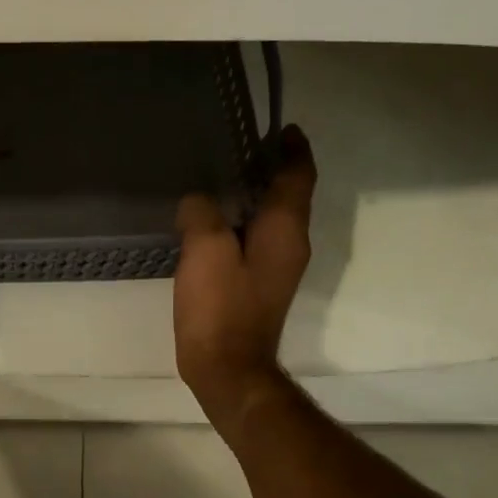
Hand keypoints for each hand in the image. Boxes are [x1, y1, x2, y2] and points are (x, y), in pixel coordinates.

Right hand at [174, 126, 316, 436]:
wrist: (228, 369)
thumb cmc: (221, 307)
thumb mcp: (205, 250)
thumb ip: (202, 213)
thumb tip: (199, 201)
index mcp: (285, 230)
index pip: (299, 177)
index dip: (293, 150)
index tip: (281, 128)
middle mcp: (291, 245)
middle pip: (289, 196)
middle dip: (272, 169)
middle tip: (240, 147)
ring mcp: (277, 268)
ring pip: (272, 219)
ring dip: (255, 195)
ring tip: (221, 178)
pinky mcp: (259, 286)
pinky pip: (255, 240)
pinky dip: (241, 222)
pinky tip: (211, 222)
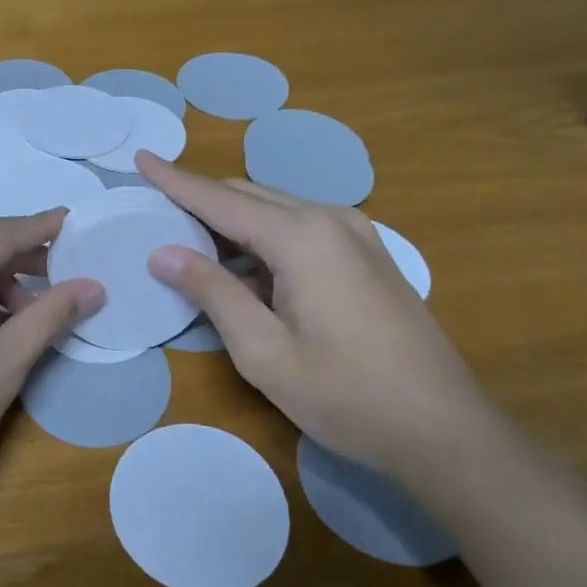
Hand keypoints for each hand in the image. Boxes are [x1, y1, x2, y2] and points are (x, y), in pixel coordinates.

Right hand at [137, 154, 496, 477]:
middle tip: (156, 213)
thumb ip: (211, 292)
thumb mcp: (263, 351)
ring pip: (276, 210)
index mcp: (301, 237)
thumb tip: (162, 252)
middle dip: (200, 200)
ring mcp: (356, 234)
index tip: (141, 158)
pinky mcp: (368, 254)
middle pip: (248, 196)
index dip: (175, 180)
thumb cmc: (345, 394)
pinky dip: (262, 237)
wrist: (445, 429)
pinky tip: (244, 265)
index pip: (219, 199)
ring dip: (231, 220)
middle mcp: (330, 219)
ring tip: (189, 241)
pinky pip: (301, 228)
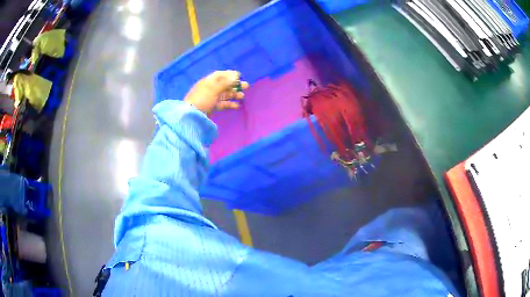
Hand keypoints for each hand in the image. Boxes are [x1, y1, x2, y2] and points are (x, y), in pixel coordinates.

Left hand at [184, 70, 248, 114]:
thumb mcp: (214, 89)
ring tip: (242, 96)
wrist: (191, 116)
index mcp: (208, 81)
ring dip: (234, 94)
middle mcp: (209, 88)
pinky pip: (222, 104)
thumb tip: (236, 75)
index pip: (220, 75)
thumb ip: (225, 82)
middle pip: (224, 85)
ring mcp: (210, 98)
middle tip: (246, 86)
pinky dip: (229, 104)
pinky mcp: (211, 107)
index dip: (230, 74)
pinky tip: (237, 105)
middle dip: (235, 85)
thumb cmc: (202, 99)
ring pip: (224, 94)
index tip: (240, 76)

> Work item
Each line that contains the string "middle" counts once; report how many such lines the entries have, giving only the number.

> Response area
12